Stored items
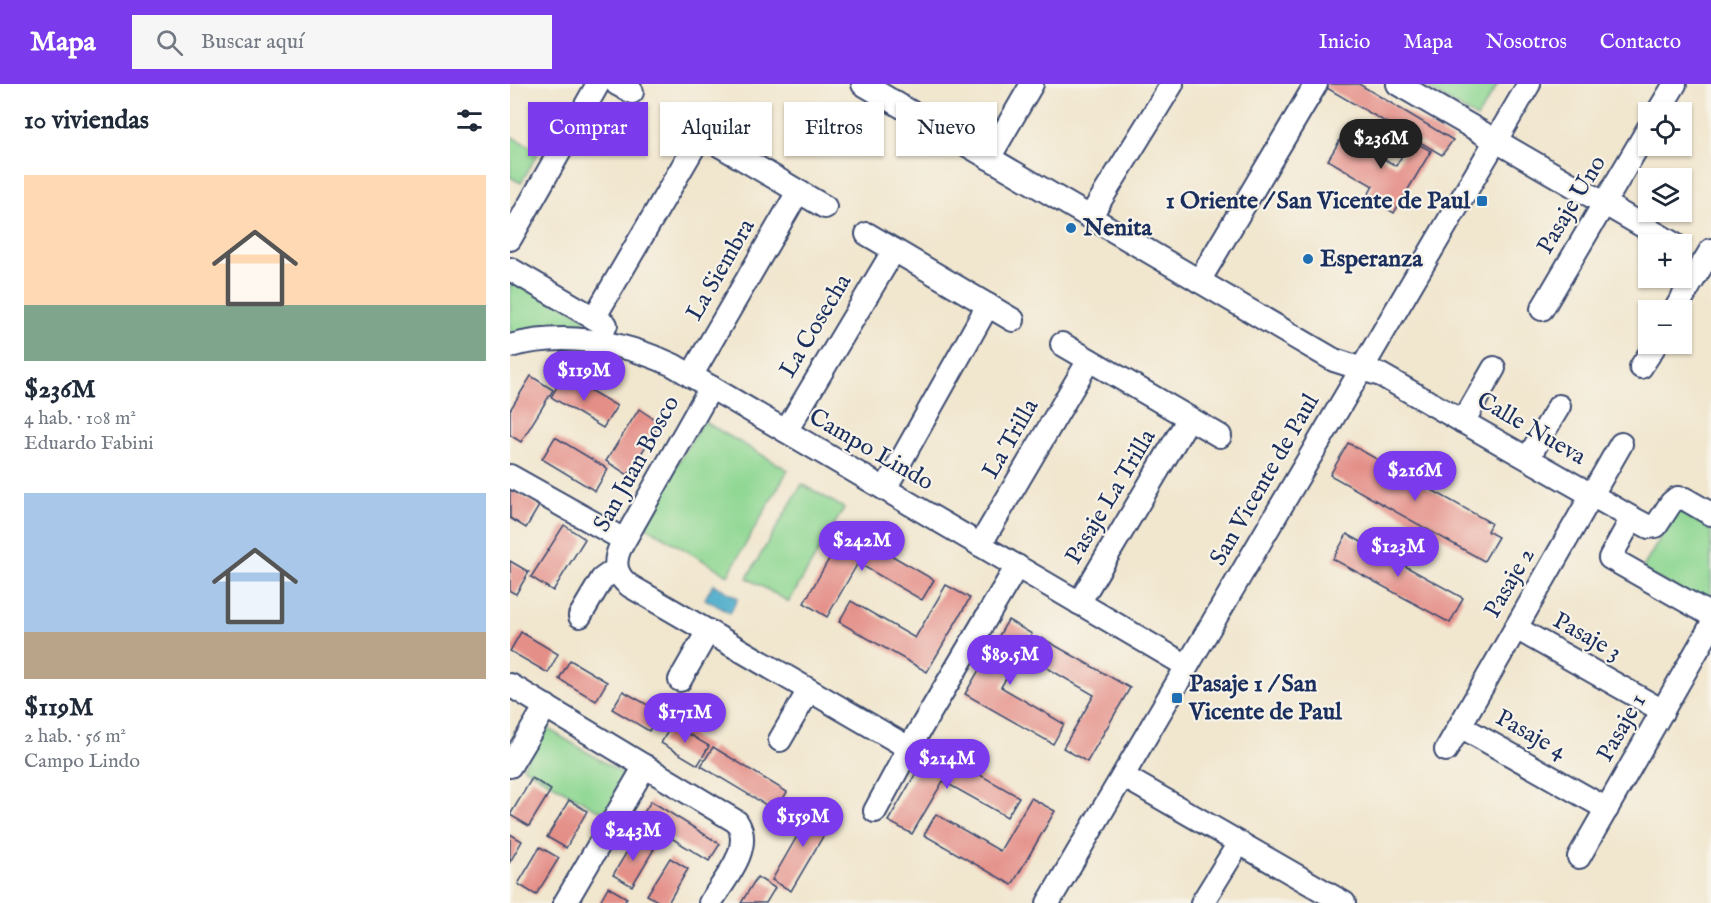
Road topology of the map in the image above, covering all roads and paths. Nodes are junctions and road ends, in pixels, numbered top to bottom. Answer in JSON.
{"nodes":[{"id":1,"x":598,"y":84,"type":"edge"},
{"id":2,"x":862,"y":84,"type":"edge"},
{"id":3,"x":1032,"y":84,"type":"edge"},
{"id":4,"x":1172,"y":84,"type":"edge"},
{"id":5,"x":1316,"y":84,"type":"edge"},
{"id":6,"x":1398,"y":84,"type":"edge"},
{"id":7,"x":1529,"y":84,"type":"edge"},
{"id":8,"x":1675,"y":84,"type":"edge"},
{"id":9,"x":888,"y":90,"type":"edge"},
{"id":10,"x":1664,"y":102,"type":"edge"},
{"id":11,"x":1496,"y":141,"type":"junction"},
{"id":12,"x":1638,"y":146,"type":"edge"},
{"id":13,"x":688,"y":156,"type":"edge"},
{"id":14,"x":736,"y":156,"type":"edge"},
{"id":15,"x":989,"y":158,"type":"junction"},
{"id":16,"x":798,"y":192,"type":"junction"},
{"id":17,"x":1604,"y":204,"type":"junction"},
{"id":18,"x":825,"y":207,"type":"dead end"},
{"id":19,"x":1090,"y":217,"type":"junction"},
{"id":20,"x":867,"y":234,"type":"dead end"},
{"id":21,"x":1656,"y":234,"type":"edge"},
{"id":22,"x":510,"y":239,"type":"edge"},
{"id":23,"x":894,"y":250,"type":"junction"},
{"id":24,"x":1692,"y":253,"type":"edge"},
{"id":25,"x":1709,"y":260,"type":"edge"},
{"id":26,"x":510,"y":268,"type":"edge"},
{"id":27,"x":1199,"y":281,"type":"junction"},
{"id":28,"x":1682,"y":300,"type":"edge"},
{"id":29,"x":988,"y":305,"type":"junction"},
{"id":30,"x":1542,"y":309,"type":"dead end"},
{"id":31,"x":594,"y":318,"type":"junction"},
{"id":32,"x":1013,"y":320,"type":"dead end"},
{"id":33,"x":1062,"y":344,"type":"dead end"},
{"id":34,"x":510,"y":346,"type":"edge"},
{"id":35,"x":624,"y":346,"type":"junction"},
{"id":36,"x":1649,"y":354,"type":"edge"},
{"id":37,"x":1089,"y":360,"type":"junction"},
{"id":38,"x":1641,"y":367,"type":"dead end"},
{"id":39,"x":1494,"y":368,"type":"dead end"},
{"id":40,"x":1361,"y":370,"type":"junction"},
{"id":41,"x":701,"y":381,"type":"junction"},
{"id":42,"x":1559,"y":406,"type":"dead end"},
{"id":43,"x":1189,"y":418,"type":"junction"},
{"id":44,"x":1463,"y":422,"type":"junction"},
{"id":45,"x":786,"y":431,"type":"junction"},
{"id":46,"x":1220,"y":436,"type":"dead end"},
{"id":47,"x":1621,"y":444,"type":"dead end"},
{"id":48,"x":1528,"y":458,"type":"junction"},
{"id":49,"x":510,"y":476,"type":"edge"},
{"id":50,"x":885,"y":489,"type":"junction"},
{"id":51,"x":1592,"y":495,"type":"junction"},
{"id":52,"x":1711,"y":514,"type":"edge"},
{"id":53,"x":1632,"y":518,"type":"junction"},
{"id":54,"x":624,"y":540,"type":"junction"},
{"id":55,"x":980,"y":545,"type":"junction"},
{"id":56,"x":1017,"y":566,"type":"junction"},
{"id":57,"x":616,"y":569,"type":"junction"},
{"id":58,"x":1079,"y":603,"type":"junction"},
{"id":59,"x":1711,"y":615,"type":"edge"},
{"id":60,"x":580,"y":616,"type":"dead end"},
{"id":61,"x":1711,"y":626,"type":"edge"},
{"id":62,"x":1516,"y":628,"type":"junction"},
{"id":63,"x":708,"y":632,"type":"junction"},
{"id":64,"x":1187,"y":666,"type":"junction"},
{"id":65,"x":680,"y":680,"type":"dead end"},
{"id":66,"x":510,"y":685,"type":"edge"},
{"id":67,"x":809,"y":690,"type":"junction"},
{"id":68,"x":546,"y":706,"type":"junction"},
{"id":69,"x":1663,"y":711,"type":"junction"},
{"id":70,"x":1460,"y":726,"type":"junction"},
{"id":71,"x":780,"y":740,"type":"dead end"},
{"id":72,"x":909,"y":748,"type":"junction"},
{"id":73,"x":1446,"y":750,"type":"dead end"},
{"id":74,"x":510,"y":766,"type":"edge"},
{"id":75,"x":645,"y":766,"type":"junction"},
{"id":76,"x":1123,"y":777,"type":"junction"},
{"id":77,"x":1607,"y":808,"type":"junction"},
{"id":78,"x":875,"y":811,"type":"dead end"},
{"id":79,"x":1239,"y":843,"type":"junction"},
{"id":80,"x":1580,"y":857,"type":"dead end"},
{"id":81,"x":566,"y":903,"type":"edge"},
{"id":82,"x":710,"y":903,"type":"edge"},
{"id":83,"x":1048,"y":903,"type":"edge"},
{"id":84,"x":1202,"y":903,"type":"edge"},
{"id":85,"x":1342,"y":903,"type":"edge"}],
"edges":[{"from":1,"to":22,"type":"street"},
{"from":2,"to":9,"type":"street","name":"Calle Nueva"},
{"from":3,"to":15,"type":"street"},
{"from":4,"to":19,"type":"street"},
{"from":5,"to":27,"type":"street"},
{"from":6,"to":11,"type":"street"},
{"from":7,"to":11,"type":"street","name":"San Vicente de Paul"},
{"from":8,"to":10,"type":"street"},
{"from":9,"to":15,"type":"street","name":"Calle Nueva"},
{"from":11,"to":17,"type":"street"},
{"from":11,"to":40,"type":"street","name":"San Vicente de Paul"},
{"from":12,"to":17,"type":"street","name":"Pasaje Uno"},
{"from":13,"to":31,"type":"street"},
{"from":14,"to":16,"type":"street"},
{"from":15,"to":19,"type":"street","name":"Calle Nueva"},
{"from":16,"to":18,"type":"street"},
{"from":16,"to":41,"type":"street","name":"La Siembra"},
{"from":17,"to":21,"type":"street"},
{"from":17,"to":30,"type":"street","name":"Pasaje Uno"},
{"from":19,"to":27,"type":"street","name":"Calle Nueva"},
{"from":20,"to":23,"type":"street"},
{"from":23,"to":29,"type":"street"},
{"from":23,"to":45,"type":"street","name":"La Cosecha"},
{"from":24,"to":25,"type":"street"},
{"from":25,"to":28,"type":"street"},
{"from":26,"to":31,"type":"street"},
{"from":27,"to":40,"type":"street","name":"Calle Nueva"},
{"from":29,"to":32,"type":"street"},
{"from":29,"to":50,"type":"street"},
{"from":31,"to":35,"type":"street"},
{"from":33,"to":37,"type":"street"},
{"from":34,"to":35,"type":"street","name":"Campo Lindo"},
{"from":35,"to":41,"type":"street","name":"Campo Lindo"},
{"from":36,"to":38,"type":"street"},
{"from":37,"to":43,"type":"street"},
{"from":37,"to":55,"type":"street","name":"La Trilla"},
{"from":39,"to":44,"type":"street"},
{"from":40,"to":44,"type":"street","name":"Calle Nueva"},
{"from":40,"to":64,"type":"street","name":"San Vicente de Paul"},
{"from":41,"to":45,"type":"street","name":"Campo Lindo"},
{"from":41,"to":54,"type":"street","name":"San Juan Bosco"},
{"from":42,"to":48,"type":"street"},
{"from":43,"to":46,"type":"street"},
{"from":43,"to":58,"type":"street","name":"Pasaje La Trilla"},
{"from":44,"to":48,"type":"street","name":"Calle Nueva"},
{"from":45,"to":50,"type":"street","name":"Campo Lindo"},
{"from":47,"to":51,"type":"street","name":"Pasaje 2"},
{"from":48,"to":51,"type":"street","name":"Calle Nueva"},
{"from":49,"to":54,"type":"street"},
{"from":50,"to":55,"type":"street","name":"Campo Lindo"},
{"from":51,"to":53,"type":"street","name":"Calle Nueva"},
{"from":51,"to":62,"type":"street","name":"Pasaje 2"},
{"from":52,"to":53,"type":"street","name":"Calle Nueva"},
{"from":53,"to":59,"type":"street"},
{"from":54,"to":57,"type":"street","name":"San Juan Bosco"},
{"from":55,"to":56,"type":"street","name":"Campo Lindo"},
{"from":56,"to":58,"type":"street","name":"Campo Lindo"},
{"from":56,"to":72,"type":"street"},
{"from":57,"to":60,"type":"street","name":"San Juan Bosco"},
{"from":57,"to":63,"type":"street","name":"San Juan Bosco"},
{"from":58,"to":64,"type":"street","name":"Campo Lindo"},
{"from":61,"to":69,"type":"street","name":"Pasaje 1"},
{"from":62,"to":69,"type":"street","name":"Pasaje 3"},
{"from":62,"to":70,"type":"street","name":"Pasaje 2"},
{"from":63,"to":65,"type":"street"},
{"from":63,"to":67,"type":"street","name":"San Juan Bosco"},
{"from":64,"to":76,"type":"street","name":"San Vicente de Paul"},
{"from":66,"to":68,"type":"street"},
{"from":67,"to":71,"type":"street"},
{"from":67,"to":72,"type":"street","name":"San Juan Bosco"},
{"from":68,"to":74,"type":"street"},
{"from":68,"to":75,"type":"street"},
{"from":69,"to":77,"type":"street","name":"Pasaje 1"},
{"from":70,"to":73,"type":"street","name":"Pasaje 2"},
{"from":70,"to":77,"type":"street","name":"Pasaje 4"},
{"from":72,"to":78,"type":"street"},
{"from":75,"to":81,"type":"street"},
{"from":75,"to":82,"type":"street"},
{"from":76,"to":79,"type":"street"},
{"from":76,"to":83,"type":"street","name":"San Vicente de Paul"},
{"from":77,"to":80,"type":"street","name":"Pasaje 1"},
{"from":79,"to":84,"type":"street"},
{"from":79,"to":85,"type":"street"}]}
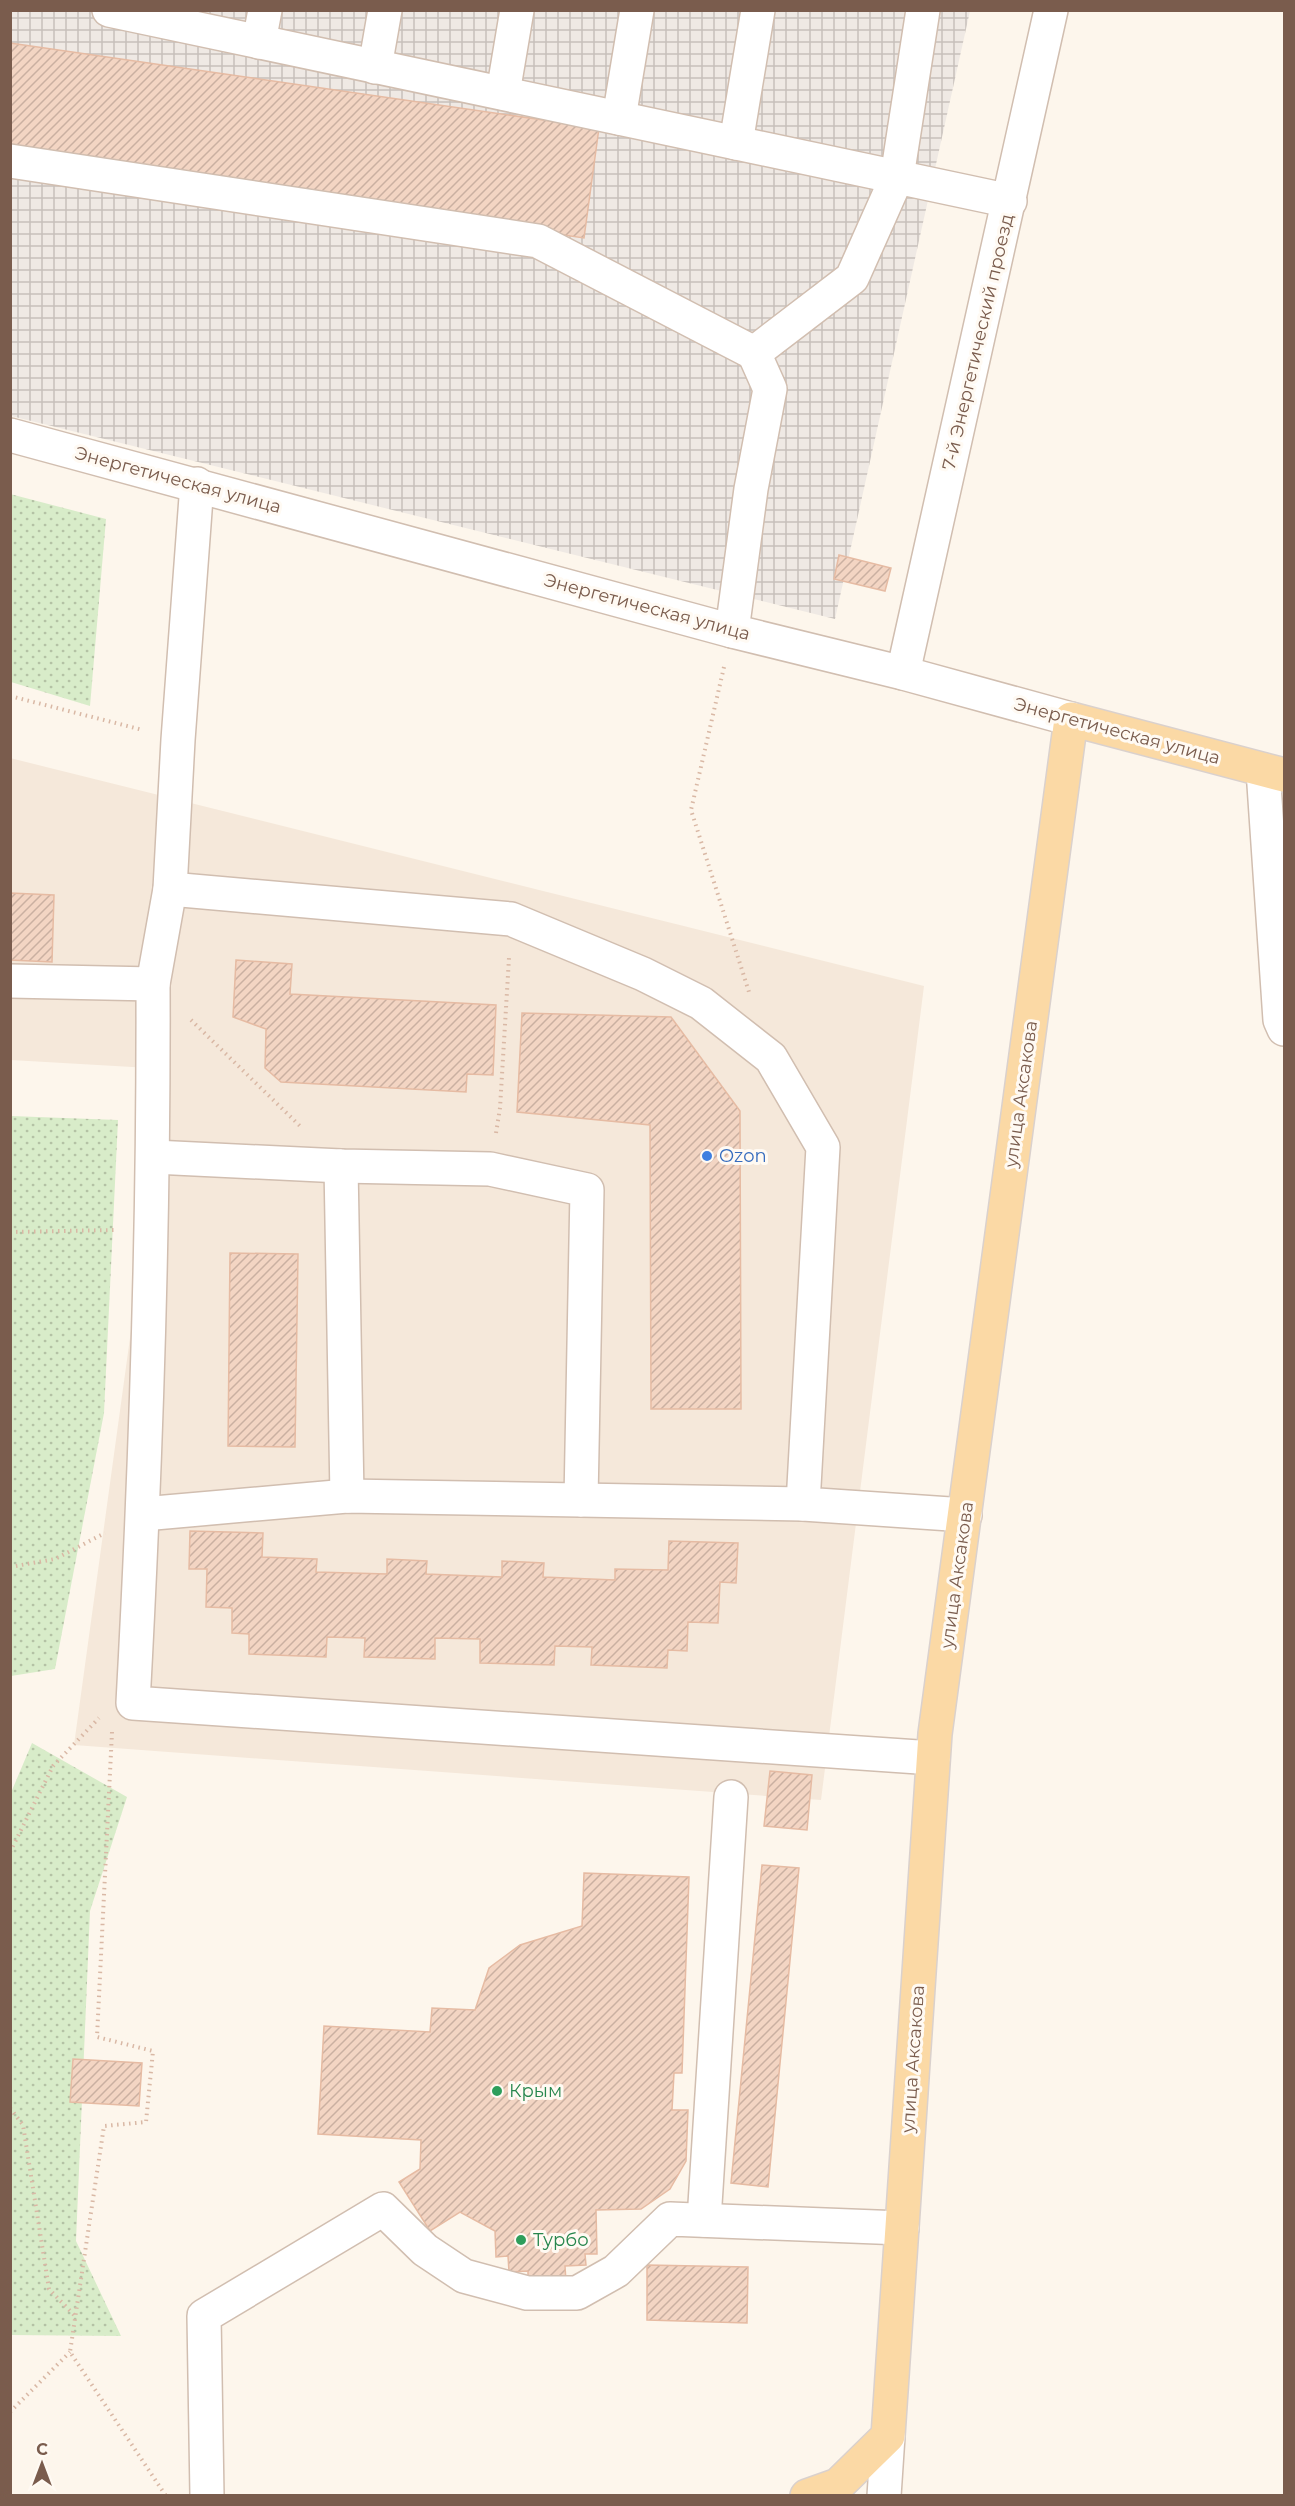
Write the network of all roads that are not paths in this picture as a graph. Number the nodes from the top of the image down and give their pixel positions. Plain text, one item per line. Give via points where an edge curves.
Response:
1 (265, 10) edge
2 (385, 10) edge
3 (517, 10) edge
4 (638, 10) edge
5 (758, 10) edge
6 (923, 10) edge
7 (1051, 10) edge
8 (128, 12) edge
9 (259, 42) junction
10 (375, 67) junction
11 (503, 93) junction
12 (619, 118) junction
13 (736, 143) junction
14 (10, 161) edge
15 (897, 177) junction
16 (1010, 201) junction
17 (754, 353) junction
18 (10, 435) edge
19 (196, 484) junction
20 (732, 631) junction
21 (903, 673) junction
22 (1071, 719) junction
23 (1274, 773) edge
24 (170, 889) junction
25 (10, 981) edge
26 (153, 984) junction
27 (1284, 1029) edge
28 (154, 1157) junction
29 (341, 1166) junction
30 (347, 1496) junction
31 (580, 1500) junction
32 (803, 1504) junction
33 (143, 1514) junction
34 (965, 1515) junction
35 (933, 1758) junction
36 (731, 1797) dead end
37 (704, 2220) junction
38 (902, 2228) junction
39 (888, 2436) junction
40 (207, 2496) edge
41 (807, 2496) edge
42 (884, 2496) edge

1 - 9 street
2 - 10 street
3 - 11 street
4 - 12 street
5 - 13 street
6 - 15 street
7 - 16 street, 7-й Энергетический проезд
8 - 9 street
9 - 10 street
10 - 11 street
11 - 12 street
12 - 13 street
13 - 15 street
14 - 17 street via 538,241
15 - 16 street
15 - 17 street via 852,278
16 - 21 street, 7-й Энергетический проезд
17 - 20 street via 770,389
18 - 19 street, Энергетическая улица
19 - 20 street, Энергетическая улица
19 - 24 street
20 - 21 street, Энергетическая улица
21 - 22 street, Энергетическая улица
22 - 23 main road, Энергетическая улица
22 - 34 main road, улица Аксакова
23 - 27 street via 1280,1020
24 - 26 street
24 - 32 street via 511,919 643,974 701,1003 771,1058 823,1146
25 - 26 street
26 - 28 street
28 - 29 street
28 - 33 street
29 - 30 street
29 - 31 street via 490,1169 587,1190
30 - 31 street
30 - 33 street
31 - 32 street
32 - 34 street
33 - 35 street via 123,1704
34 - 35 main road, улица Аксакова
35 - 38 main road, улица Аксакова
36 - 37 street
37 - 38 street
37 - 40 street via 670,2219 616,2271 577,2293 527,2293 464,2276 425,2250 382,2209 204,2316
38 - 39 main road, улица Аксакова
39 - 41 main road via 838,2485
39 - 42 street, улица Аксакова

# INSTRUCTIONS FOR THE TASK
Scan the lines above for the word "Nueva" and copy every one where it occurs.

# RESPONSE TO THIS TASK
{"from":2,"to":9,"type":"street","name":"Calle Nueva"},
{"from":9,"to":15,"type":"street","name":"Calle Nueva"},
{"from":15,"to":19,"type":"street","name":"Calle Nueva"},
{"from":19,"to":27,"type":"street","name":"Calle Nueva"},
{"from":27,"to":40,"type":"street","name":"Calle Nueva"},
{"from":40,"to":44,"type":"street","name":"Calle Nueva"},
{"from":44,"to":48,"type":"street","name":"Calle Nueva"},
{"from":48,"to":51,"type":"street","name":"Calle Nueva"},
{"from":51,"to":53,"type":"street","name":"Calle Nueva"},
{"from":52,"to":53,"type":"street","name":"Calle Nueva"},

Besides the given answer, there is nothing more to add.